In the BMJ cluster randomized study, researchers sought to compare the efficacy of cloth masks to medical masks in hospital workers (in 14 Vietnamese hospitals utilizing 1,607 workers over 18 years of age). Wards were randomized so that in some, medical masks were worn while in other wards cloth masks were used. Another ward was assigned as a control group for ‘usual practice’ which included the use of masks on every shift for 4 consecutive weeks. The rates of all infection outcomes were highest in the cloth mask arm, with the rate of ILI significantly higher in the cloth mask arm (relative risk (RR)=13.00, 95% CI 1.69 to 100.07) compared with the medical mask arm. There were also significantly higher rates of ILI in the cloth mask group as compared with the control arm.
An analysis by mask use showed that ILI (RR=6.64, 95% CI 1.45 to 28.65) and laboratory-confirmed virus (RR=1.72, 95% CI 1.01 to 2.94) were significantly higher in the cloth mask group compared with the medical mask group. Researchers found that penetration of the cloth masks by particles was in the range of 97% (filtering out only 3% of viral particles) and for medical masks, it was still only 44%. This being the first RCT of cloth masks, the researchers cautioned against the use of cloth masks. There is extensive moisture retention and poor filtration with reuse which results in increased risk of infection, including by bacterial microorganisms. They concluded that cloth masks should not be recommended for healthcare workers, especially in high-risk settings.
The Norwegian Institute of Public Health (NIPH) conducted a recent rapid review to assess if individuals in the community without respiratory symptoms should wear face masks to reduce the spread of Covid-19. They proceeded on the assumption that 20% of ‘infected’ people are asymptomatic and that with a risk reduction of 40% when wearing masks, approximately 200,000 persons would need to wear a mask to prevent one new infection per week. Researchers concluded that based on the existing epidemic/pandemic in Norway, “wearing face masks to reduce the spread of Covid-19 is not recommended for individuals in the community without respiratory symptoms who are not in near contact with people who are known to be infected.”
In a May 2020 communication report in Nature (Medicine), Leung et al. examined the importance of respiratory droplets as well as aerosol routes of spread with a specific focus on coronaviruses, influenza viruses, and rhinoviruses. They measured the quantity of respiratory virus in exhaled breath of participants with acute respiratory infections (ARIs) and determined the possible efficacy of surgical face masks to prevent respiratory virus transmission.
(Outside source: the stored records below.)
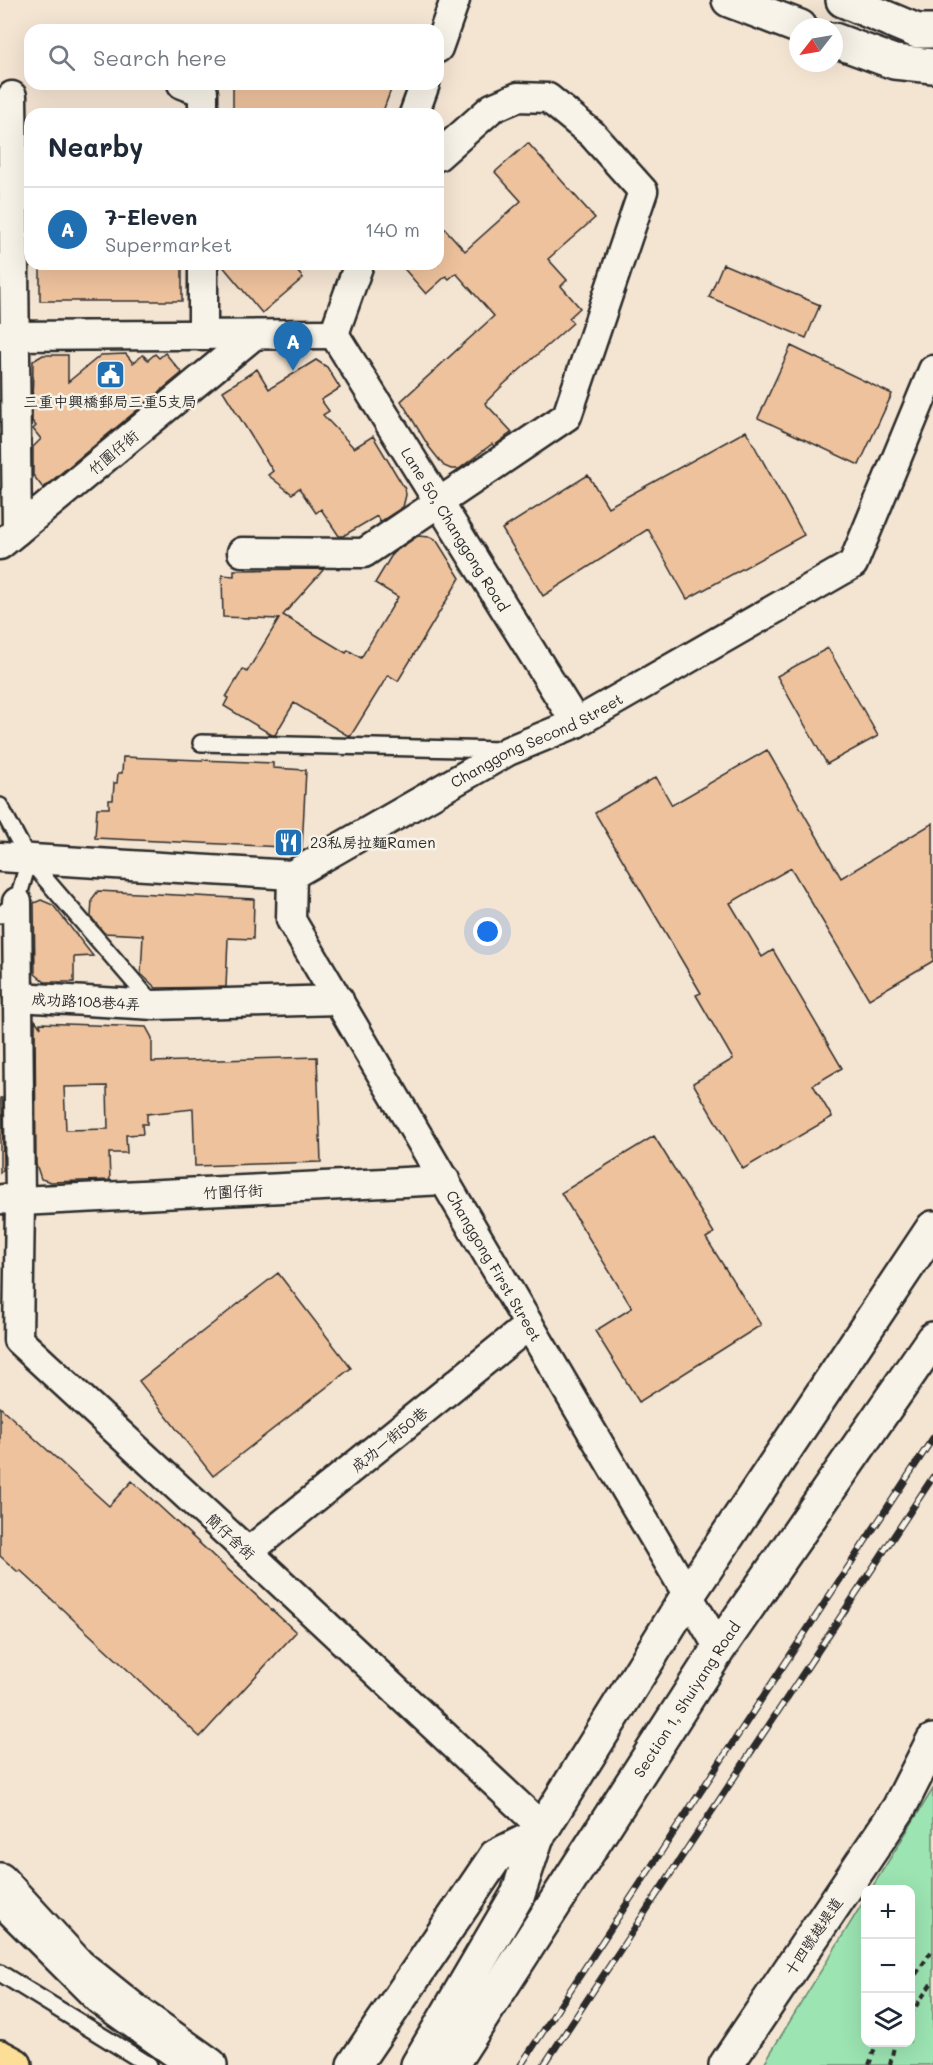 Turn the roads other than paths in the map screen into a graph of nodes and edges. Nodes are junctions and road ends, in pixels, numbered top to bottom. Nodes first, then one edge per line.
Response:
1 (455, 0) edge
2 (729, 0) edge
3 (843, 0) edge
4 (789, 23) edge
5 (444, 31) edge
6 (933, 31) edge
7 (843, 43) edge
8 (933, 66) edge
9 (198, 90) edge
10 (423, 90) edge
11 (12, 96) dead end
12 (203, 108) edge
13 (416, 108) edge
14 (444, 151) edge
15 (203, 270) edge
16 (357, 270) edge
17 (334, 334) junction
18 (254, 335) junction
19 (8, 336) edge
20 (203, 336) junction
21 (933, 370) edge
22 (439, 503) junction
23 (9, 538) edge
24 (242, 552) dead end
25 (576, 723) junction
26 (201, 743) dead end
27 (508, 750) junction
28 (0, 806) edge
29 (0, 857) edge
30 (29, 860) junction
31 (292, 875) junction
32 (9, 909) edge
33 (18, 998) junction
34 (339, 1000) junction
35 (154, 1005) junction
36 (445, 1180) junction
37 (10, 1200) edge
38 (933, 1228) edge
39 (529, 1325) junction
40 (933, 1339) edge
41 (248, 1552) junction
42 (688, 1595) junction
43 (719, 1648) junction
44 (933, 1741) edge
45 (540, 1832) junction
46 (0, 1880) edge
47 (0, 1910) edge
48 (0, 1973) edge
49 (0, 2057) edge
50 (15, 2065) edge
51 (149, 2065) edge
52 (180, 2065) edge
53 (210, 2065) edge
54 (354, 2065) edge
55 (418, 2065) edge
56 (451, 2065) edge
57 (726, 2065) edge

1 - 5 street
2 - 4 street
3 - 6 street
7 - 8 street
9 - 12 street
10 - 13 street
11 - 19 street
14 - 22 street
15 - 20 street
16 - 17 street
17 - 18 street
17 - 22 street, Lane 50, Changgong Road
18 - 20 street
18 - 23 street, 竹圍仔街
19 - 20 street
19 - 23 street
21 - 25 street, Changgong Second Street
22 - 24 street
22 - 25 street, Lane 50, Changgong Road
25 - 27 street, Changgong Second Street
26 - 27 lane
27 - 31 street, Changgong Second Street
28 - 30 lane
29 - 30 street
30 - 31 street
30 - 32 lane
30 - 35 lane
31 - 34 street, Changgong First Street
32 - 33 street, 簡仔舍街
33 - 35 street, 成功路108巷4弄
33 - 37 street, 簡仔舍街
34 - 35 street, 成功路108巷4弄
34 - 36 street, Changgong First Street
36 - 37 street, 竹圍仔街
36 - 39 street, Changgong First Street
37 - 41 street, 簡仔舍街
38 - 42 street
39 - 41 street, 成功一街50巷
39 - 42 street, Changgong First Street
40 - 43 street, Section 1, Shuiyang Road
41 - 45 street, 簡仔舍街
42 - 43 street, Changgong First Street
42 - 45 street
43 - 56 street, Section 1, Shuiyang Road
44 - 57 street, 十四號越堤道
45 - 54 street
45 - 55 street
46 - 53 street
47 - 52 lane
48 - 51 lane
49 - 50 main road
As part of the study, they screened 3,363 persons in two study phases, eventually enrolling 246 participants with ARI who provided exhaled breath samples, with 122 (50%) of the participants being randomized to either not wearing a face mask during the first exhaled breath collection or randomized to wearing a face mask (n=124 (50%)). Seasonal human coronaviruses, influenza viruses and rhinoviruses within exhaled breath and coughs of children as well as adults with ARI were identified. In this study, it was found that surgical face masks can significantly reduce detection of influenza virus RNA in respiratory droplets and coronavirus RNA in aerosols, and with a trend toward reduced detection of coronavirus RNA in respiratory droplets. Their results suggest that surgical masks can potentially reduce the release of influenza virus particles into the environment in respiratory droplets, but not in aerosols. And it must be emphasized that this study relied on people who had symptomatic disease, something vastly different from the issues under consideration here.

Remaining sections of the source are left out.